Funding: The StaRI initiative and workshop were funded by contributions from the Asthma UK Centre for Applied Research (AC-2012-01); Chief Scientist Office, Scottish Government Health and Social Care Directorates (PCRCA_08_01); the Centre for Primary Care and Public Health, Queen Mary University of London; and with contributions in kind from the PRISMS team (NIHR HS&DR Grant 11/1014/04). ST was (in part) supported by the National Institute for Health Research (NIHR) Collaboration for Leadership in Applied Health Research and Care (CLAHRC) North Thames at Bart’s Health NHS Trust. AS is supported by the Farr Institute. The funding bodies had no role in the design, in the collection, analysis, and interpretation of data; in the writing of the manuscript; nor in the decision to submit the manuscript for publication.
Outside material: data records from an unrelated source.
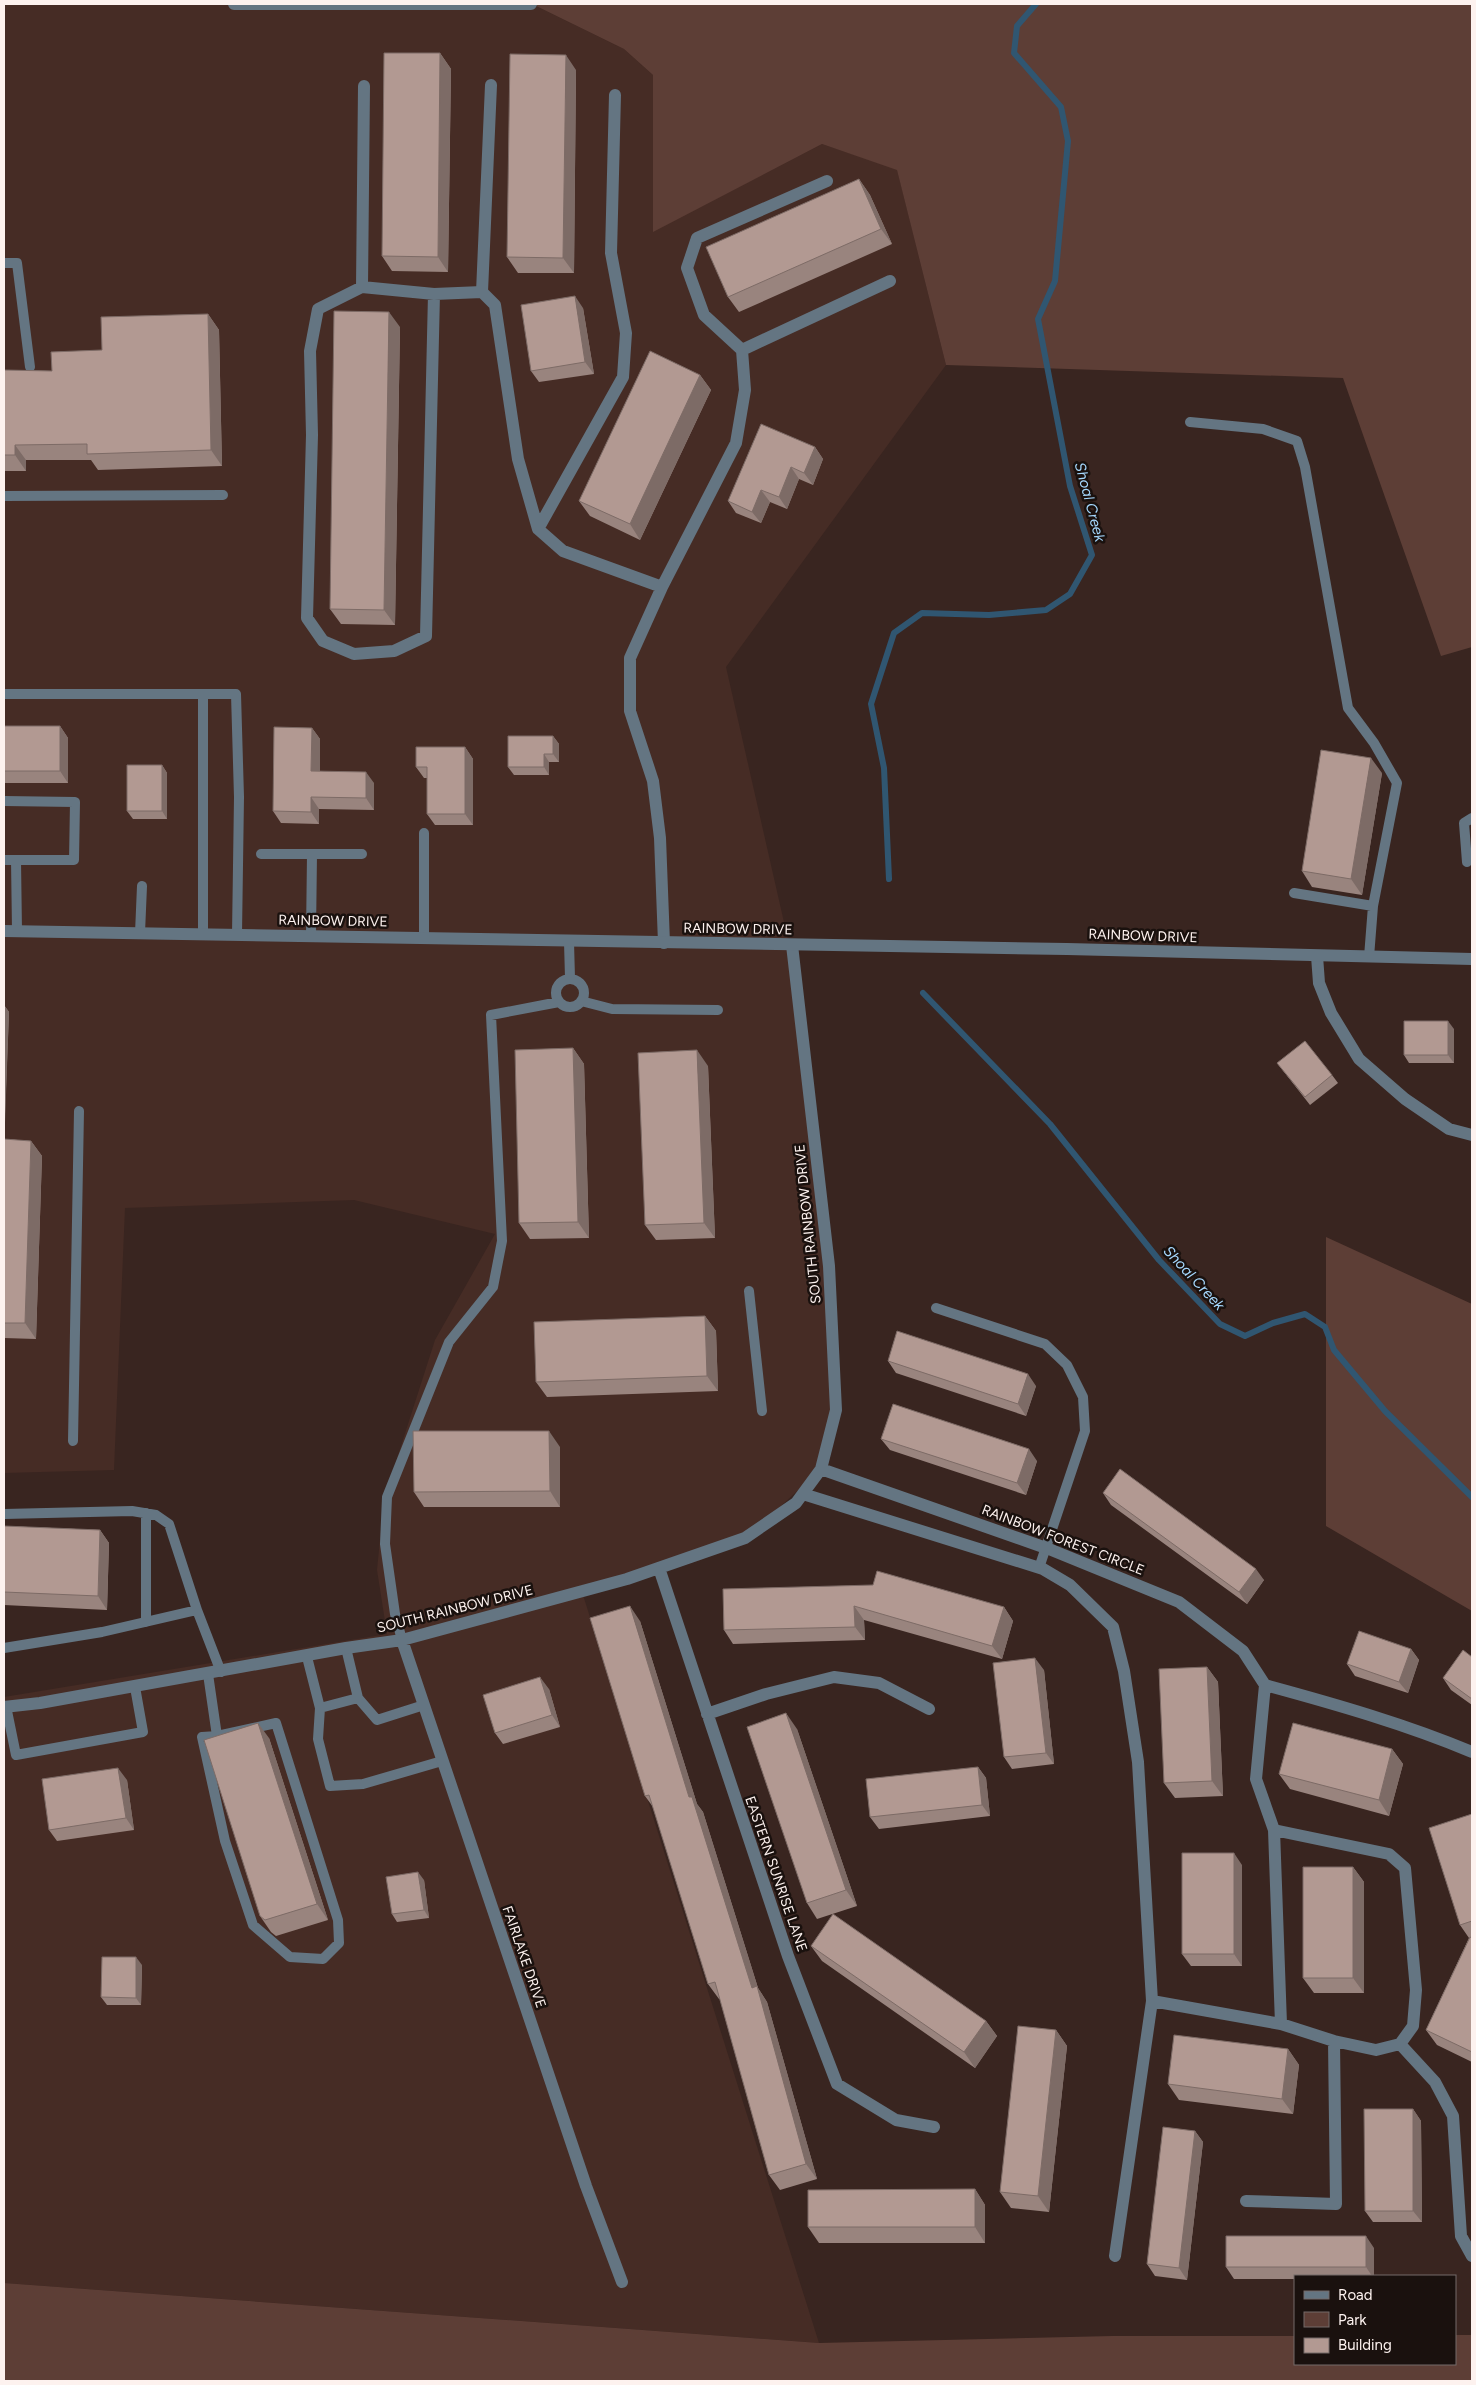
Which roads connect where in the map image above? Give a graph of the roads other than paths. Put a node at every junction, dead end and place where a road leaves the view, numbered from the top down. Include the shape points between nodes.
1 (234, 4) edge
2 (531, 4) edge
3 (491, 85) dead end
4 (364, 86) dead end
5 (615, 96) dead end
6 (827, 181) dead end
7 (4, 263) edge
8 (890, 281) dead end
9 (362, 287) junction
10 (482, 292) junction
11 (434, 294) junction
12 (742, 350) junction
13 (30, 366) dead end
14 (1190, 422) dead end
15 (223, 495) dead end
16 (4, 496) edge
17 (538, 529) junction
18 (662, 587) junction
19 (4, 694) edge
20 (203, 694) junction
21 (4, 802) edge
22 (1472, 818) edge
23 (424, 833) dead end
24 (261, 854) dead end
25 (312, 854) junction
26 (362, 854) dead end
27 (4, 860) edge
28 (16, 860) junction
29 (1467, 862) dead end
30 (142, 886) dead end
31 (1294, 894) dead end
32 (1373, 906) junction
33 (10, 931) edge
34 (140, 933) junction
35 (203, 934) junction
36 (237, 934) junction
37 (311, 935) junction
38 (424, 938) junction
39 (569, 942) junction
40 (664, 943) junction
41 (792, 945) junction
42 (1317, 956) junction
43 (1369, 957) junction
44 (1472, 959) edge
45 (570, 978) junction
46 (558, 1002) junction
47 (582, 1002) junction
48 (718, 1010) dead end
49 (79, 1111) dead end
50 (1472, 1135) edge
51 (749, 1291) dead end
52 (936, 1308) dead end
53 (762, 1411) dead end
54 (73, 1441) dead end
55 (821, 1469) junction
56 (803, 1494) junction
57 (146, 1513) junction
58 (4, 1514) edge
59 (1046, 1548) junction
60 (659, 1568) junction
61 (1040, 1568) junction
62 (196, 1610) junction
63 (146, 1622) junction
64 (402, 1640) junction
65 (4, 1648) edge
66 (346, 1648) junction
67 (307, 1657) junction
68 (214, 1673) junction
69 (1265, 1685) junction
70 (135, 1687) junction
71 (358, 1698) junction
72 (424, 1705) junction
73 (5, 1706) edge
74 (320, 1708) junction
75 (929, 1709) dead end
76 (707, 1714) junction
77 (217, 1736) junction
78 (1472, 1752) edge
79 (442, 1761) junction
80 (1274, 1830) junction
81 (1152, 2001) junction
82 (1281, 2024) junction
83 (1334, 2042) junction
84 (1400, 2044) junction
85 (934, 2127) dead end
86 (1246, 2201) dead end
87 (1115, 2256) dead end
88 (1472, 2256) edge
89 (622, 2282) dead end

1 - 2 street
3 - 10 street
4 - 9 street
5 - 17 street via 611,253 626,332 623,378
6 - 12 street via 697,238 687,268 704,315
7 - 13 lane via 17,262
8 - 12 street
9 - 11 street
9 - 11 street via 318,310 310,351 312,435 307,618 323,641 354,654 394,651 426,636
10 - 11 street
10 - 17 street via 495,305 518,459
12 - 18 street via 745,390 736,443
14 - 32 lane via 1263,429 1297,441 1305,467 1348,708 1374,743 1396,783
15 - 16 lane
17 - 18 street via 563,551
18 - 40 street via 630,658 630,711 653,781 660,838
19 - 20 lane
20 - 35 lane
20 - 36 lane via 236,694 239,797
21 - 28 lane via 75,802 74,860
22 - 29 lane via 1464,823
23 - 38 lane
24 - 25 lane
25 - 26 lane
25 - 37 lane
27 - 28 lane
28 - 33 lane
30 - 34 lane
31 - 32 lane
32 - 43 lane
33 - 34 street, RAINBOW DRIVE
34 - 35 street, RAINBOW DRIVE
35 - 36 street, RAINBOW DRIVE
36 - 37 street, RAINBOW DRIVE
37 - 38 street, RAINBOW DRIVE
38 - 39 street, RAINBOW DRIVE
39 - 40 street, RAINBOW DRIVE
39 - 45 lane
40 - 41 street, RAINBOW DRIVE
41 - 42 street, RAINBOW DRIVE
41 - 55 street, SOUTH RAINBOW DRIVE via 829,1266 836,1410
42 - 43 street, RAINBOW DRIVE
42 - 50 street via 1319,983 1331,1013 1359,1059 1404,1098 1449,1129
43 - 44 street, RAINBOW DRIVE
45 - 46 lane via 558,984
45 - 47 lane via 581,983
46 - 47 lane via 570,1007
46 - 64 lane via 491,1015 502,1241 493,1287 449,1342 387,1497 385,1544
47 - 48 lane via 612,1009
49 - 54 lane
51 - 53 lane
52 - 59 lane via 1045,1344 1067,1365 1083,1397 1085,1431
55 - 56 street, SOUTH RAINBOW DRIVE
55 - 59 street, RAINBOW FOREST CIRCLE
56 - 60 street, SOUTH RAINBOW DRIVE via 796,1503 745,1538
56 - 61 street
57 - 58 lane
57 - 62 lane via 156,1514 169,1524
57 - 63 lane
59 - 61 lane
59 - 69 street, RAINBOW FOREST CIRCLE via 1178,1602 1243,1651
60 - 64 street, SOUTH RAINBOW DRIVE
60 - 76 street, EASTERN SUNRISE LANE
61 - 81 street via 1070,1585 1113,1627 1124,1671 1138,1762
62 - 63 lane
62 - 68 lane
63 - 65 lane
64 - 66 street, SOUTH RAINBOW DRIVE
64 - 72 street, FAIRLAKE DRIVE
66 - 67 street, SOUTH RAINBOW DRIVE
66 - 71 lane
67 - 68 street, SOUTH RAINBOW DRIVE
67 - 74 lane
68 - 70 street, SOUTH RAINBOW DRIVE
68 - 77 lane
69 - 78 street via 1343,1706 1435,1736
69 - 80 street via 1256,1779
70 - 73 street, SOUTH RAINBOW DRIVE
70 - 73 lane via 143,1732 16,1755
71 - 72 lane via 377,1720
71 - 74 lane
72 - 79 street, FAIRLAKE DRIVE
74 - 79 lane via 318,1739 330,1786 363,1784
75 - 76 street via 880,1683 834,1677 766,1694
76 - 85 street, EASTERN SUNRISE LANE via 788,1956 837,2084 896,2120
77 - 77 lane via 276,1723 338,1920 339,1943 324,1959 290,1957 253,1925 226,1841 202,1737
79 - 89 street, FAIRLAKE DRIVE via 586,2186
80 - 82 street
80 - 84 street via 1388,1854 1405,1868 1416,1990 1413,2026
81 - 82 street
81 - 87 street
82 - 83 street
83 - 84 street via 1376,2050
83 - 86 street via 1336,2204
84 - 88 street via 1435,2082 1453,2116 1461,2236

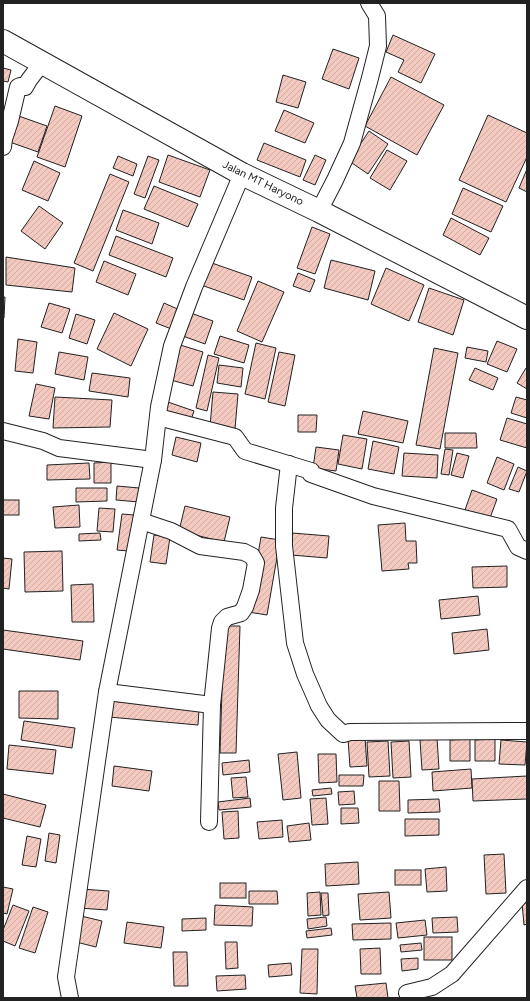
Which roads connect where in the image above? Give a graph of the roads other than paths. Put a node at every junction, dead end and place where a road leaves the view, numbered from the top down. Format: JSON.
{"nodes":[{"id":1,"x":369,"y":3,"type":"edge"},
{"id":2,"x":3,"y":41,"type":"edge"},
{"id":3,"x":42,"y":64,"type":"junction"},
{"id":4,"x":3,"y":147,"type":"edge"},
{"id":5,"x":242,"y":174,"type":"junction"},
{"id":6,"x":319,"y":211,"type":"junction"},
{"id":7,"x":527,"y":318,"type":"edge"},
{"id":8,"x":158,"y":417,"type":"junction"},
{"id":9,"x":3,"y":431,"type":"edge"},
{"id":10,"x":153,"y":460,"type":"junction"},
{"id":11,"x":289,"y":464,"type":"junction"},
{"id":12,"x":141,"y":521,"type":"junction"},
{"id":13,"x":527,"y":551,"type":"edge"},
{"id":14,"x":107,"y":692,"type":"junction"},
{"id":15,"x":212,"y":705,"type":"junction"},
{"id":16,"x":527,"y":731,"type":"edge"},
{"id":17,"x":209,"y":822,"type":"dead end"},
{"id":18,"x":527,"y":888,"type":"edge"},
{"id":19,"x":407,"y":993,"type":"dead end"},
{"id":20,"x":70,"y":998,"type":"edge"}],
"edges":[{"from":1,"to":6,"type":"street"},
{"from":2,"to":3,"type":"main road","name":"Jalan MT Haryono"},
{"from":3,"to":4,"type":"street"},
{"from":3,"to":5,"type":"main road","name":"Jalan MT Haryono"},
{"from":5,"to":6,"type":"main road","name":"Jalan MT Haryono"},
{"from":5,"to":8,"type":"street"},
{"from":6,"to":7,"type":"main road","name":"Jalan MT Haryono"},
{"from":8,"to":10,"type":"street"},
{"from":8,"to":11,"type":"street"},
{"from":9,"to":10,"type":"street"},
{"from":10,"to":12,"type":"street"},
{"from":11,"to":13,"type":"street"},
{"from":11,"to":16,"type":"street"},
{"from":12,"to":14,"type":"street"},
{"from":12,"to":15,"type":"street"},
{"from":14,"to":15,"type":"street"},
{"from":14,"to":20,"type":"street"},
{"from":15,"to":17,"type":"street"},
{"from":18,"to":19,"type":"street"}]}
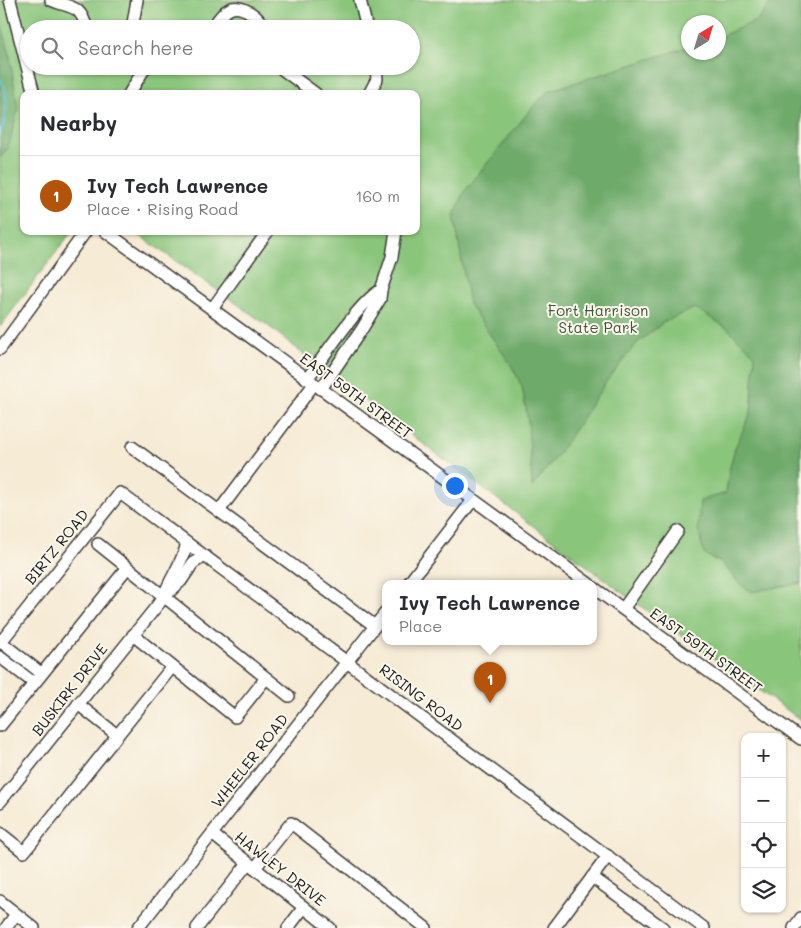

Competing interests: All authors have completed the ICMJE uniform disclosure form at www.icmje.org/coi_disclosure.pdf and declare: research grants from Chief Scientist Office (HP), Asthma UK (AS, HP, ST), Farr Institute (AS), NIHR HS&DR (HP, ST), NIHR CLAHRC (ST) for the submitted work; no financial relationships with any organisations that might have an interest in the submitted work in the previous three years; CC is deputy editor-in-chief for Academic Emergency Medicine and on the editorial boards for the Journal of the American Geriatrics Society and Annals of Internal Medicine's ACP Journal Club and serves as paid faculty for Emergency Medical Abstracts, JR-M is director of the NIHR HS&DR Programme, no other relationships or activities that could appear to have influenced the submitted work.
Disclaimers: The views expressed are those of the authors and not necessarily those of the NHS, the NIHR, or the Department of Health.
Provenance of the paper: The StaRI Checklist was informed by the findings of a literature review and an e-Delphi exercise, an international consensus workshop, and the subsequent email correspondence among members of the StaRI Group. The international authors contributed expertise on clinical practice, public health, knowledge exchange, implementation science, complex interventions, and a range of methodologies including quantitative and qualitative evaluations.